This notion of $(\varepsilon,\delta)$ -max-KL stability is also commonly known as $(\varepsilon,\delta)$ -differential privacy [DMNS06], however in this context we choose the term max-KL stability to emphasize the conceptual relationship between this notion and other notions of algorithmic stability that have been studied in machine learning. We also emphasise that our work has a very different motivation to the motivation of differential privacy — stable algorithms are desirable even when privacy is not a concern, such as when the data does not concern humans.

In our analysis, we will make crucial use of the fact that max-KL-stability (as well as the other notions of stability discussed in Section 4.1)is closed under post-processing.

Let $\mathcal{W}:\mathcal{X}^{n}\to\mathcal{R}$ and $f:\mathcal{R}\to\mathcal{R}^{\prime}$ be a pair of randomized algorithms. If $\mathcal{W}$ is $(\varepsilon,\delta)$ -max-KL-stable then the algorithm $f(\mathcal{W}(\mathbf{x}))$ is $(\varepsilon,\delta)$ -max-KL-stable.

The definition we gave above does not immediately apply to algorithms that interact with a data analyst to answer adaptively chosen queries. Such a mechanism does not simply take a sample $\mathbf{x}$ as input and produce an output. Instead, in the interactive setting, there is a mechanism $\mathcal{M}$ that holds a sample $\mathbf{x}$ and interacts with some algorithm $\mathcal{A}.$ We can view this entire interaction between $\mathcal{M}$ and $\mathcal{A}$ as a single noninteractive meta algorithm that outputs the transcript of the interaction and define stability with respect to that meta algorithm. Specifically, we define the algorithm $\mathcal{W}[\mathcal{M},\mathcal{A}](x)$ that simulates the interaction between $\mathcal{M}(x)$ and $\mathcal{A}$ and outputs the messages sent between them. The simulation is also parameterized by $n,k,Q,$ although we will frequently omit these parameters when they are clear from context.

Note that $\mathcal{W}[\mathcal{M},\mathcal{A}]$ is a noninteractive mechanism, and its output is just the query-answer pairs of $\mathcal{M}$ and $\mathcal{A}$ in the sample accuracy game, subject to the mechanism being given the sample $\mathbf{x}.$ Now we can define the stability of an interactive mechanism $\mathcal{M}$ using $\mathcal{W}.$

[Stability of for Interactive Mechanism] We say an interactive mechanism $\mathcal{M}$ is $(\varepsilon,\delta)$ -max-KL stable for $k$ queries from $Q$ if for every adversary $\mathcal{A}$ , the algorithm $\mathcal{W}_{n,k,Q}[\mathcal{M},\mathcal{A}](\mathbf{x}):\mathcal{X}^{n}\to(Q\times\mathcal{R})^{k}$ is $(\varepsilon,\delta)$ -max-KL stable.
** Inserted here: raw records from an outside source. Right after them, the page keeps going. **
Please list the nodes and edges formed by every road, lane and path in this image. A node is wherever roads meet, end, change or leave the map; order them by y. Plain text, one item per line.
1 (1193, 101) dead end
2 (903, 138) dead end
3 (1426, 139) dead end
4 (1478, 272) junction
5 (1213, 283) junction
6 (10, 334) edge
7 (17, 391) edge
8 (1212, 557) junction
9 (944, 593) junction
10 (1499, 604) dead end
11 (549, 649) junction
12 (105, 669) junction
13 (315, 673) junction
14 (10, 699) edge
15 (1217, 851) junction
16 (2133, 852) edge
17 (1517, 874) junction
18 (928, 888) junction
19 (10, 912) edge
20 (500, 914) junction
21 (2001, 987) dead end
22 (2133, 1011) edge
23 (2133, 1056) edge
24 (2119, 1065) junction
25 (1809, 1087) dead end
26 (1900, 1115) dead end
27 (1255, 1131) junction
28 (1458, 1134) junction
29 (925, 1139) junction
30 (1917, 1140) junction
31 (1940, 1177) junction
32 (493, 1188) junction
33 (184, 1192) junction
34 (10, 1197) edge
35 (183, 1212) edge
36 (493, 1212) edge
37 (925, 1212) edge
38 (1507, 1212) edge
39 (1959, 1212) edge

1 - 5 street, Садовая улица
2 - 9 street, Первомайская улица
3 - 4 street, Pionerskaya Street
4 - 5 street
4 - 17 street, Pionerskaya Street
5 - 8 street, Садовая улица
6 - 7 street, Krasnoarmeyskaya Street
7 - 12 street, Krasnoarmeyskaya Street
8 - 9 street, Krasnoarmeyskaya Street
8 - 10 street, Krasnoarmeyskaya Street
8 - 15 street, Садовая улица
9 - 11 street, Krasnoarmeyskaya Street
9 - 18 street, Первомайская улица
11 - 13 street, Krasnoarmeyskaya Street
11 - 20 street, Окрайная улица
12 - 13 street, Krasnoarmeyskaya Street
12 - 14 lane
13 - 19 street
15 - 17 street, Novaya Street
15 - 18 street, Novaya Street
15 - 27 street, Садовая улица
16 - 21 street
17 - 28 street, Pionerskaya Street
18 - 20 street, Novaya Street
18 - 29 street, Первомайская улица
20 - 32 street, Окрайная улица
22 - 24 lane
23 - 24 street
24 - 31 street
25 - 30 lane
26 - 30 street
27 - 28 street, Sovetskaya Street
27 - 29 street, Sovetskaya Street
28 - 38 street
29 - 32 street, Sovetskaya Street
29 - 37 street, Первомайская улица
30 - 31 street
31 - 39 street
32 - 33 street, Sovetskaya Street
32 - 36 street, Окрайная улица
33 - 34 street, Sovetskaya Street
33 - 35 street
3.2 Composition of Max-KL Stability

The definition above allows for adaptive composition. This follows directly from composition results of $(\varepsilon,\delta)$ -differentially private algorithms. A mechanism that is $(\varepsilon,\delta)$ -max-KL stable for $1$ query is $(\approx\varepsilon\sqrt{k},\approx\delta k)$ -stable for $k$ adaptively chosen queries [DMNS06, DRV10]. More precisely, for every $0\leq\varepsilon\leq 1$ and $\delta,\delta^{\prime}>0$ , if a mechanism that is $(\varepsilon,\delta)$ -max-KL stable for $1$ query is used to answer $k$ adaptively chosen queries, it remains $(\varepsilon\sqrt{k\log(1/\delta^{\prime})}+2\varepsilon^{2}k,\;\delta^{\prime}+k\delta)$ -max-KL stable [DRV10].
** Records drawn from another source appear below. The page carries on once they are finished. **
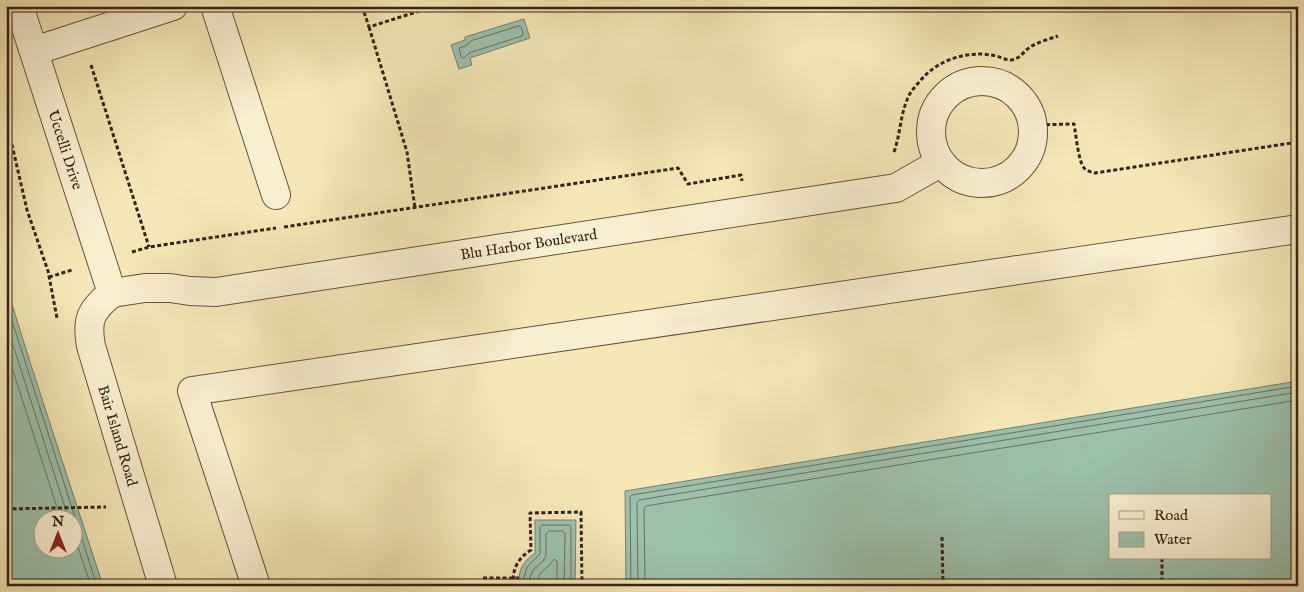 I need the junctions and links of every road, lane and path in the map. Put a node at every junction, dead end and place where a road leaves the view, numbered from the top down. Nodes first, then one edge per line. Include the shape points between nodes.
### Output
1 (19, 6) edge
2 (173, 6) edge
3 (215, 6) edge
4 (362, 6) edge
5 (435, 6) edge
6 (369, 27) junction
7 (1058, 36) dead end
8 (34, 52) junction
9 (91, 64) dead end
10 (6, 119) edge
11 (1033, 125) junction
12 (1298, 142) edge
13 (890, 157) dead end
14 (940, 163) junction
15 (744, 188) dead end
16 (276, 195) dead end
17 (415, 208) junction
18 (1298, 229) edge
19 (149, 247) junction
20 (126, 254) dead end
21 (75, 269) dead end
22 (49, 277) junction
23 (112, 293) junction
24 (58, 324) dead end
25 (114, 507) dead end
26 (6, 509) edge
27 (942, 536) dead end
28 (1162, 560) edge
29 (483, 578) dead end
30 (513, 578) junction
31 (519, 578) dead end
32 (163, 586) edge
33 (256, 586) edge
34 (514, 586) edge
35 (582, 586) edge
36 (943, 586) edge
37 (1162, 586) edge

1 - 8 street, Uccelli Drive
2 - 8 street
3 - 16 street
4 - 6 path
5 - 6 path
6 - 17 path via 407,152
7 - 13 path via 1042,41 1010,60 982,54 966,55 938,65 914,87 907,99 898,142
8 - 23 street, Uccelli Drive
9 - 19 path
10 - 22 path via 27,210
11 - 12 path via 1074,124 1081,161 1088,171 1095,173
11 - 14 street via 1027,157 1017,170 1003,179 987,183 970,182 953,175
11 - 14 street via 1024,102 1006,86 974,81 957,87 943,98 934,112 930,130 932,147
14 - 23 street, Blu Harbor Boulevard via 896,188 216,292 145,288
15 - 17 path via 741,175 688,184 678,168
17 - 19 path
18 - 33 street via 192,391
19 - 20 path
21 - 22 path
22 - 24 path
23 - 32 street, Bair Island Road via 99,303 91,316 90,346
25 - 26 path
27 - 36 path
28 - 37 path
29 - 30 path
30 - 31 path
30 - 34 path
30 - 35 path via 516,563 531,550 530,513 581,512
From Max-KL Stability to Accuracy for Low-Sensitivity Queries

In this section we prove our main result that any mechanism that is both accurate with respect to the sample and satisfies max-KL stability (with suitable parameters) is also accurate with respect to the population. The proof proceeds in two mains steps. First, we prove a lemma that says that there is no max-KL stable mechanism that takes several independent sets of samples from the distribution and finds a query and a set of samples such that the answer to that query on that set of samples is very different from the answer to that query on the population. In Section 3.2 we prove this lemma for the simpler case of statistical queries and then in 3.3 we extend the proof to the more general case of low-sensitivity queries.
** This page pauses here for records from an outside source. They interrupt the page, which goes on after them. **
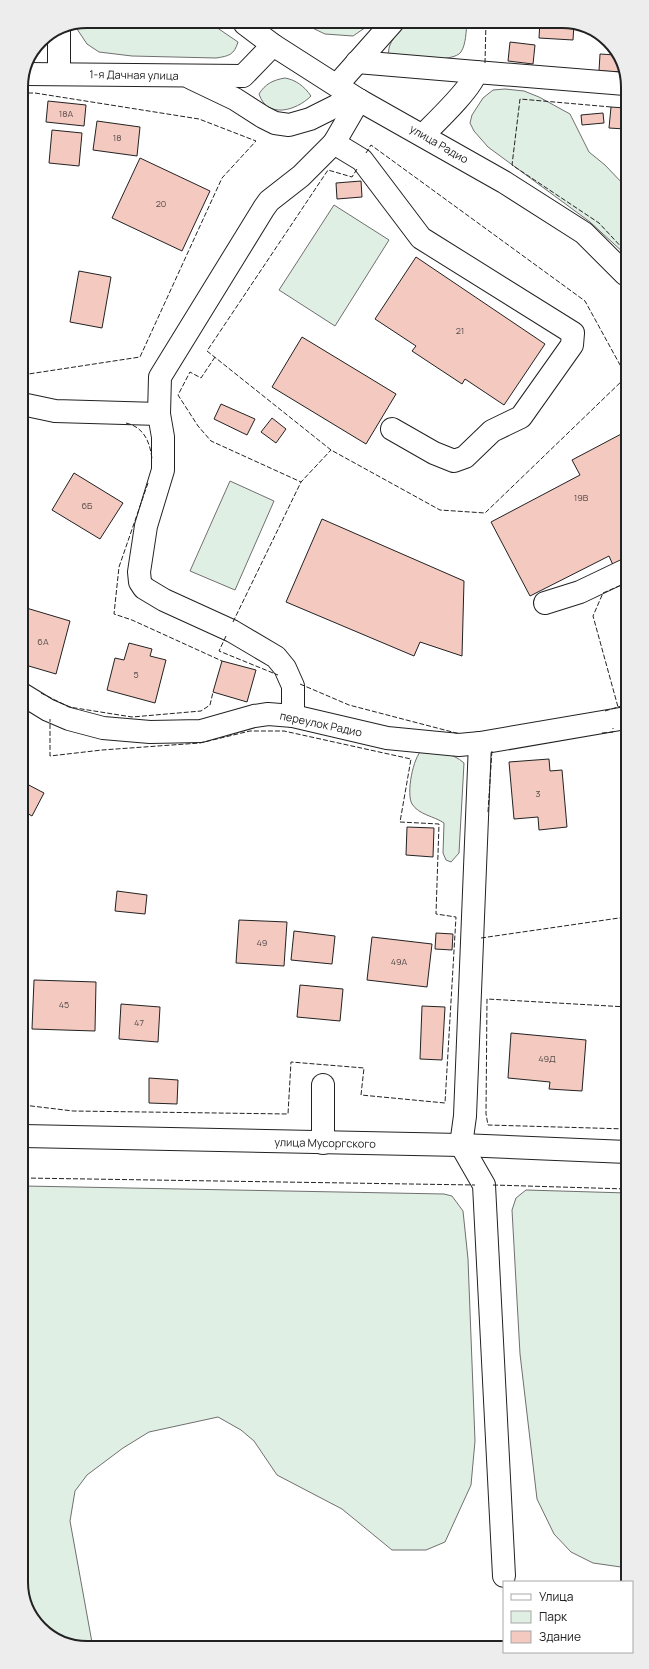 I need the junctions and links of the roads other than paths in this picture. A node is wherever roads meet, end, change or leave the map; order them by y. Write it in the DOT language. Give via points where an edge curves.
graph roads {
  1 [pos="250,28"];
  2 [pos="388,28"];
  3 [pos="59,36"];
  4 [pos="273,45"];
  5 [pos="357,62"];
  6 [pos="476,72"];
  7 [pos="30,74"];
  8 [pos="59,74"];
  9 [pos="184,75"];
  10 [pos="621,84"];
  11 [pos="337,85"];
  12 [pos="359,100"];
  13 [pos="423,135"];
  14 [pos="334,143"];
  15 [pos="621,270"];
  16 [pos="28,405"];
  17 [pos="159,414"];
  18 [pos="392,429"];
  19 [pos="621,572"];
  20 [pos="544,602"];
  21 [pos="28,698"];
  22 [pos="293,716"];
  23 [pos="621,719"];
  24 [pos="480,743"];
  25 [pos="324,1085"];
  26 [pos="28,1136"];
  27 [pos="323,1143"];
  28 [pos="461,1145"];
  29 [pos="621,1152"];
  30 [pos="504,1576"];
  1 -- 4 [label="main road, улица Радио"];
  2 -- 5 [label="main road"];
  3 -- 8 [label="main road"];
  4 -- 9 [label="main road, 1-я Дачная улица" via="243,76"];
  4 -- 11 [label="main road, улица Радио"];
  5 -- 6 [label="main road"];
  5 -- 11 [label="main road"];
  6 -- 10 [label="main road"];
  6 -- 13 [label="main road" via="468,87"];
  7 -- 8 [label="main road, 1-я Дачная улица"];
  8 -- 9 [label="main road, 1-я Дачная улица"];
  9 -- 12 [label="main road" via="235,99 275,123 289,125 310,119 336,106"];
  11 -- 12 [label="main road, улица Радио"];
  12 -- 13 [label="main road, улица Радио"];
  12 -- 14 [label="main road"];
  13 -- 15 [label="main road, улица Радио" via="584,233"];
  14 -- 17 [label="main road" via="264,208 160,377"];
  14 -- 18 [label="main road" via="362,160 421,238 573,333 572,345 521,418 492,431 465,458 454,461 434,453"];
  16 -- 17 [label="main road" via="55,411"];
  17 -- 22 [label="main road" via="163,436 163,470 146,526 138,572 140,582 144,588 164,600 232,631 276,657 285,668 293,686"];
  19 -- 20 [label="main road" via="580,592"];
  21 -- 22 [label="main road, переулок Радио" via="69,719 103,728 142,731 201,731 254,716"];
  22 -- 24 [label="main road, переулок Радио" via="387,738 459,745"];
  23 -- 24 [label="main road, переулок Радио"];
  24 -- 28 [label="main road" via="465,1116"];
  25 -- 27 [label="main road"];
  26 -- 27 [label="main road, улица Мусоргского"];
  27 -- 28 [label="main road, улица Мусоргского"];
  28 -- 29 [label="main road, улица Мусоргского"];
  28 -- 30 [label="main road" via="484,1185"];
}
The second step is to introduce a monitoring algorithm. This monitoring algorithm will simulate the interaction between the mechanism and the adversary on multiple independent sets of samples. It will then output the least accurate query across all the different interactions. We show that if the mechanism is stable then the monitoring algorithm is also stable. By choosing the number of sets of samples appropriately, we ensure that if the mechanism has even a small probability of being inaccurate in a given interaction, then the monitor will have a constant probability of finding an inaccurate query in one of the interactions. By the lemma proven in the first step, no such monitoring algorithm can satisfy max-KL stability, therefore every stable mechanism must be accurate with high probability.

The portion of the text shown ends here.